Sent to me from Chicago lawyer Richard G. Fonfrias, Eesq., Managing Partner at Fonfrias Law Group, LLC:
"Debunked Bankruptcy Myths:
MISCONCEPTION #1: Bankruptcy is dishonest. Not true. Most people honestly want to pay their bills, but sometimes things happen that make it impossible. These things include an unexpected lawsuit, judgment or income tax bill -- a fine that was considered excessive or in dispute -- and more. Bankruptcy is a right that protects honest people from harassment, lawsuits, wage garnishment and other creditor actions. Bankruptcy allows a fresh start. The same laws that are routinely used by corporate America, and the rich and famous, can protect you, your family and your business.
MISCONCEPTION #2: I will lose all my property in a bankruptcy case. Not so. The bankruptcy laws are designed to allow a fresh start. A fresh start would be impossible if you would lose all your property. The fact is that most people don’t lose anything in their bankruptcy.
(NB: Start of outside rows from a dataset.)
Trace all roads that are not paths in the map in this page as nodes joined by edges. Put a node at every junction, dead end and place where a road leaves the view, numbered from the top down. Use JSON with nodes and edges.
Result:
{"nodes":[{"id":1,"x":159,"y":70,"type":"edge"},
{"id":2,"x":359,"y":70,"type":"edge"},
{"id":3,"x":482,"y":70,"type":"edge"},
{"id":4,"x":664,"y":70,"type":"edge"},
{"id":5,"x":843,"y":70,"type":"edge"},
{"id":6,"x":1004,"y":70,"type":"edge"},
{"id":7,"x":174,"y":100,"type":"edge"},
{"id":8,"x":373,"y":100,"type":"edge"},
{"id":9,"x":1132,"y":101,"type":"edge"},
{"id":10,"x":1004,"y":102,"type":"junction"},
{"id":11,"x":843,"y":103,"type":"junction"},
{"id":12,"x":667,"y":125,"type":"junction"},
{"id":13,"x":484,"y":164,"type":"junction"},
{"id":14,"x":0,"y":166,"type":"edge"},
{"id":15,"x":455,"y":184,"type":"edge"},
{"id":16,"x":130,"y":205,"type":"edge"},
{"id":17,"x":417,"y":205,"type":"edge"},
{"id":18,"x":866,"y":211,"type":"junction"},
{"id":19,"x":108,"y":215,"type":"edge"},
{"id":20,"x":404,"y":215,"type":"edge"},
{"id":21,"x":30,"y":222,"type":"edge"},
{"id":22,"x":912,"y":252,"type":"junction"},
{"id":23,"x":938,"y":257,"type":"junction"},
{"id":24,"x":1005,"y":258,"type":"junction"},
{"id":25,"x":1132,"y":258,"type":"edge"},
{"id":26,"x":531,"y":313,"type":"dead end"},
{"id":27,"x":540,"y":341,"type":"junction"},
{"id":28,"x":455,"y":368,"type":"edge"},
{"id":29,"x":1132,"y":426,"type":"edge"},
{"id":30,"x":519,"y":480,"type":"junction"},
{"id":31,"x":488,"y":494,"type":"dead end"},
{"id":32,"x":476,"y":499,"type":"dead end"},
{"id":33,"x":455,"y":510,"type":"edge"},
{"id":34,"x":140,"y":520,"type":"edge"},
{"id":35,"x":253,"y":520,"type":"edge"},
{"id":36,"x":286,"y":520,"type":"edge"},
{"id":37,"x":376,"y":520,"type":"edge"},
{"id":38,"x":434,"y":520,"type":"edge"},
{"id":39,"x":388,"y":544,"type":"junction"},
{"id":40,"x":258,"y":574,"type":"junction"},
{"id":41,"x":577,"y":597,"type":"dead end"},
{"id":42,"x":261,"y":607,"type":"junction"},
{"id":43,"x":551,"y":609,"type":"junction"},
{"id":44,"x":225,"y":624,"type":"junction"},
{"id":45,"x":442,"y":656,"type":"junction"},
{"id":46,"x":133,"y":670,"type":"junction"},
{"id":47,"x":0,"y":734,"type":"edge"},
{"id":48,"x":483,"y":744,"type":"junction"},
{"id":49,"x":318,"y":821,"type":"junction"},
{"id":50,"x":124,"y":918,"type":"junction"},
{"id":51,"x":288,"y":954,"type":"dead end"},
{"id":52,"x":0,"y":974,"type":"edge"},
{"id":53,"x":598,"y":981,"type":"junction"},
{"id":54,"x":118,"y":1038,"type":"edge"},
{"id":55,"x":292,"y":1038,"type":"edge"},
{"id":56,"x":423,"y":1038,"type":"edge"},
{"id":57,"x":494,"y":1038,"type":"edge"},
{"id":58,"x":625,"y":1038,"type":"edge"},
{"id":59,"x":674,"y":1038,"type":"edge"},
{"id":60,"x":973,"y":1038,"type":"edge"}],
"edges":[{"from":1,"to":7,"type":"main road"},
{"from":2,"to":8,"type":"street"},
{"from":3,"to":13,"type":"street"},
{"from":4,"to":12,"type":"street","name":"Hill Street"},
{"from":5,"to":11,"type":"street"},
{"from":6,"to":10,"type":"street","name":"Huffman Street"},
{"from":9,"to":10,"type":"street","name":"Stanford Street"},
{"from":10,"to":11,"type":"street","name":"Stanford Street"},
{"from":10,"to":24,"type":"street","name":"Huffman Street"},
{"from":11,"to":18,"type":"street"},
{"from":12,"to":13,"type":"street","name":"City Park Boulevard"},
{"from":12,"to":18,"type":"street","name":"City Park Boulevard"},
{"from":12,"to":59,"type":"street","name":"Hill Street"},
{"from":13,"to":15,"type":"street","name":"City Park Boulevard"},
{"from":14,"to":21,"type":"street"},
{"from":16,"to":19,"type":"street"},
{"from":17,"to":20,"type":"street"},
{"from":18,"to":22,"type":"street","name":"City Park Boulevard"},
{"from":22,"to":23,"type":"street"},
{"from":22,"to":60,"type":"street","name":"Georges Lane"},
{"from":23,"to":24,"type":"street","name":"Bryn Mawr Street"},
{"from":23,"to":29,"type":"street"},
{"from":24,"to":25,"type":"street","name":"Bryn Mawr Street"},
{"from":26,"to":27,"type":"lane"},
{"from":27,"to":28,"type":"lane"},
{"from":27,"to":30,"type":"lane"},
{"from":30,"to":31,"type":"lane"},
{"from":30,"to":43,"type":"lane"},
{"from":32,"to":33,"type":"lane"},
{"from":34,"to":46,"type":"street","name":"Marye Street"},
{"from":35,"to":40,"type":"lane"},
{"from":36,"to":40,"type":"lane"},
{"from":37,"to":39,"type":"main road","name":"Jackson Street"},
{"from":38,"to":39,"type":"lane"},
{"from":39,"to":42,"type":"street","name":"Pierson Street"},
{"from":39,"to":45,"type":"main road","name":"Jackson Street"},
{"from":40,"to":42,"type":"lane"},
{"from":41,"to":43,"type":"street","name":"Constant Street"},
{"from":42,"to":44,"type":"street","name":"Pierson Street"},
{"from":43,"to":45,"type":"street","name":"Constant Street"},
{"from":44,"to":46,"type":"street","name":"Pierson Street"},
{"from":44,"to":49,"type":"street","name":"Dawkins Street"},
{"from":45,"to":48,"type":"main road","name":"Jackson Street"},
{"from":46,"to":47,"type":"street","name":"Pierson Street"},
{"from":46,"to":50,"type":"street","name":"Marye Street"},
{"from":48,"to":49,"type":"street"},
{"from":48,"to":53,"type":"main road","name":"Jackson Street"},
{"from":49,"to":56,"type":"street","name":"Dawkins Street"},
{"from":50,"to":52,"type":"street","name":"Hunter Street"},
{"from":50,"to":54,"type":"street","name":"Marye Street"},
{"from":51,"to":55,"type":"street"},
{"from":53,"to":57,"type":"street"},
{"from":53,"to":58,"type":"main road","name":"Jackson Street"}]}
The bankruptcy law allows the State government to decide what property is protected
MISCONCEPTION #3: I can’t own anything after bankruptcy. Not true. In Chapter 7 you can keep the property that is protected in the bankruptcy. A Chapter 13 or Chapter 11 allows you to keep your property and repay debts over time. Many people buy and refinance cars and homes after filing a bankruptcy.
MISCONCEPTION #4: I will never be able to establish credit after a bankruptcy. Not true. Today, many stores and banks actively market to people who have filed bankruptcy. Mortgage companies do help applicants get new mortgages with a bankruptcy after two to three years. As a practical matter, you only file a bankruptcy when you can’t pay your bills. Because of that, your credit is probably already bad. A bankruptcy won’t make it any worse. Bankruptcy puts you in a better position to pay current bills and that should improve your chances of getting new credit.
MISCONCEPTION #5: Bankruptcy gets rid of all debts. Not so. Although most consumer and business debts are wiped out in bankruptcy, some debts are not affected. Certain debts can’t be eliminated in bankruptcy. They include child support, alimony, fines, restitution, some taxes, loans obtained by fraud, student loans, debts due to a DUI, and debts resulting from “willful and malicious” harm. Some of these can be handled effectively in a Chapter 13 bankruptcy.
MISCONCEPTION #6: I can protect my property by hiding it or giving it away before I file bankruptcy. No. It’s a crime to hide property. It’s also a crime to give property away without telling the Court in the bankruptcy filing.
MISCONCEPTION #7: I will lose my job if I file bankruptcy. Not true. The bankruptcy code prohibits an employer from discriminating based on a bankruptcy filing. In nearly 10 years of helping people in bankruptcy cases, I have never even heard of someone losing a job because of a bankruptcy filing.
MISCONCEPTION #8: I filed a bankruptcy before, so I can’t file again. Incorrect. The law prohibits getting a chapter 7 discharge within 8 years of a previous chapter 7 discharge. But, even within the eight-year time period, a chapter 13 bankruptcy may be filed. Don’t hesitate to call me if you have filed a previous bankruptcy. You still have many options.
MISCONCEPTION #9: I am not allowed to have a checking account if I file bankruptcy. Incorrect. No rule stops you from keeping or opening a bank account. Most people keep the account that they had and continue to use it without interruption. In other cases, it may be smart to close an existing account prior to filing bankruptcy.
MISCONCEPTION #10: Taxes cannot be eliminated in bankruptcy. Wrong. Many taxes are eliminated in bankruptcy. There are several complex rules that apply. Eliminating taxes depends on how old the taxes are, when the returns were filed, and whether the taxes have been assessed, and the type of taxes."